On Friday, the Centers for Medicare and Medicaid Services (CMS) put states with Medicaid work requirements on notice for a likely partial withdrawal of their section 1115 demonstration project waivers. At least nine states received the letter, including Arizona, Arkansas, Georgia, Indiana, Nebraska, Ohio, South Carolina, Utah, and Wisconsin.
Citing “serious concerns about testing policies that create a risk of a substantial loss of health care coverage in the near term,” primarily because of COVID-19’s impact on “the health of Medicaid beneficiaries” and the potential impact on “economic opportunities and access to transportation and affordable child care,” acting CMS Administrator Elizabeth Richter indicated that the agency is beginning the process “of determining whether to withdraw the authorities … that permit the state to require work and other community engagement activities as a condition of Medicaid eligibility.”
States have 30 days to provide any additional information to CMS to be considered in their determination. As well, if CMS does decide to withdraw the waivers, states will have an opportunity to request a hearing to challenge the determination.
According to Mallory Hackett, associate editor of Healthcare Finance, this move by CMS falls in line with President Biden’s January executive order to “strengthen and protect healthcare access.” Opponents believe work requirements “lead to lost coverage without improving employment.” In Arkansas, for instance, the first state to implement work requirements, 18,000 adults lost coverage in the first ten months of the program, at which time a federal judge put the policy on hold.
Eight states had work requirement waivers approved as of January 26, 2021, according to the Kaiser Family Foundation.
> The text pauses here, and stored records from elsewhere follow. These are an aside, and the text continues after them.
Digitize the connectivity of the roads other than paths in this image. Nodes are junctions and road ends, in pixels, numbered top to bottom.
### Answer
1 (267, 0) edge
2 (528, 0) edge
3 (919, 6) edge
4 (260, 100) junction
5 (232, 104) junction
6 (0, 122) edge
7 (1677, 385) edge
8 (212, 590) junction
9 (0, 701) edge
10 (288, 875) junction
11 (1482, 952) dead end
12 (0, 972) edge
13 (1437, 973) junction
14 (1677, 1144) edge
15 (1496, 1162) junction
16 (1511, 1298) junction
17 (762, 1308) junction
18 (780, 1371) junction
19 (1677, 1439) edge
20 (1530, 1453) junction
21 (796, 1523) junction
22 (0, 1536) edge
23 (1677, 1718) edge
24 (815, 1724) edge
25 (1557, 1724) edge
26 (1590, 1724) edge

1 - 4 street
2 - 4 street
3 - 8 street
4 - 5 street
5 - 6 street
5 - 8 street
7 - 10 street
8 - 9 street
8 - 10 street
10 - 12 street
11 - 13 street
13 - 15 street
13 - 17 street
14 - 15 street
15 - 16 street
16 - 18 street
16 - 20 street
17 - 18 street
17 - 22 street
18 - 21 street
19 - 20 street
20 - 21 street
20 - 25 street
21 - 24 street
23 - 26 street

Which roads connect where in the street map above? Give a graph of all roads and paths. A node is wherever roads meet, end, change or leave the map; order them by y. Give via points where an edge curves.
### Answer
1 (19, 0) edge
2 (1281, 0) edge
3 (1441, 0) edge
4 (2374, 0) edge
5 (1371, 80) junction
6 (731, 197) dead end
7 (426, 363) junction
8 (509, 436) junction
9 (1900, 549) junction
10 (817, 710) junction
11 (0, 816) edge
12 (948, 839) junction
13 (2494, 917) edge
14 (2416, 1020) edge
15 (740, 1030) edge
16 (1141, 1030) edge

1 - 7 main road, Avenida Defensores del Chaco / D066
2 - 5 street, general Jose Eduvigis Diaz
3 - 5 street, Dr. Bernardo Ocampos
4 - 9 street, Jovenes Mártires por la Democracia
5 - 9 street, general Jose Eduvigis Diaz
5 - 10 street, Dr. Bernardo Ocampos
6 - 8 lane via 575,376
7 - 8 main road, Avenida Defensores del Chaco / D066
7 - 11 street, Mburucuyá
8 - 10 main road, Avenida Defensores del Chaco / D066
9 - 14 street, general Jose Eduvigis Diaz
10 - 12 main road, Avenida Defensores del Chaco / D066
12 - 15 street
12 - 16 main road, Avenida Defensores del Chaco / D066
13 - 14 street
Six of those have not yet been implemented: Arizona, Georgia, Nebraska, Ohio, South Carolina, and Wisconsin. Of the two that have been implemented, Indiana voluntarily halted their program in October 2019 because of pending litigation, and Utah paused theirs in March 2020 because of COVID-19.
CMS cited the fact that none of these programs currently is in effect nor can they be activated until after the COVID-19 public health emergency because of provisions in the Families First Coronavirus Response Act (FFCRA) as part of their rationale for reviewing the waivers at this time.
Four other states have programs that have been set aside by the court: Arkansas, Kentucky, Michigan, and New Hampshire. And seven other states have waivers that are pending with CMS: Alabama, Idaho, Mississippi, Montana, Oklahoma, South Dakota, and Tennessee.
The CMS letters to the states indicated that other parts of their section 1115 demonstration projects also would be reviewed. Indiana received a 10-year extension of its traditional Medicaid expansion program—the Healthy Indiana Plan (HIP)—back in October 2020. That program also is approved through a Section 1115 Waiver.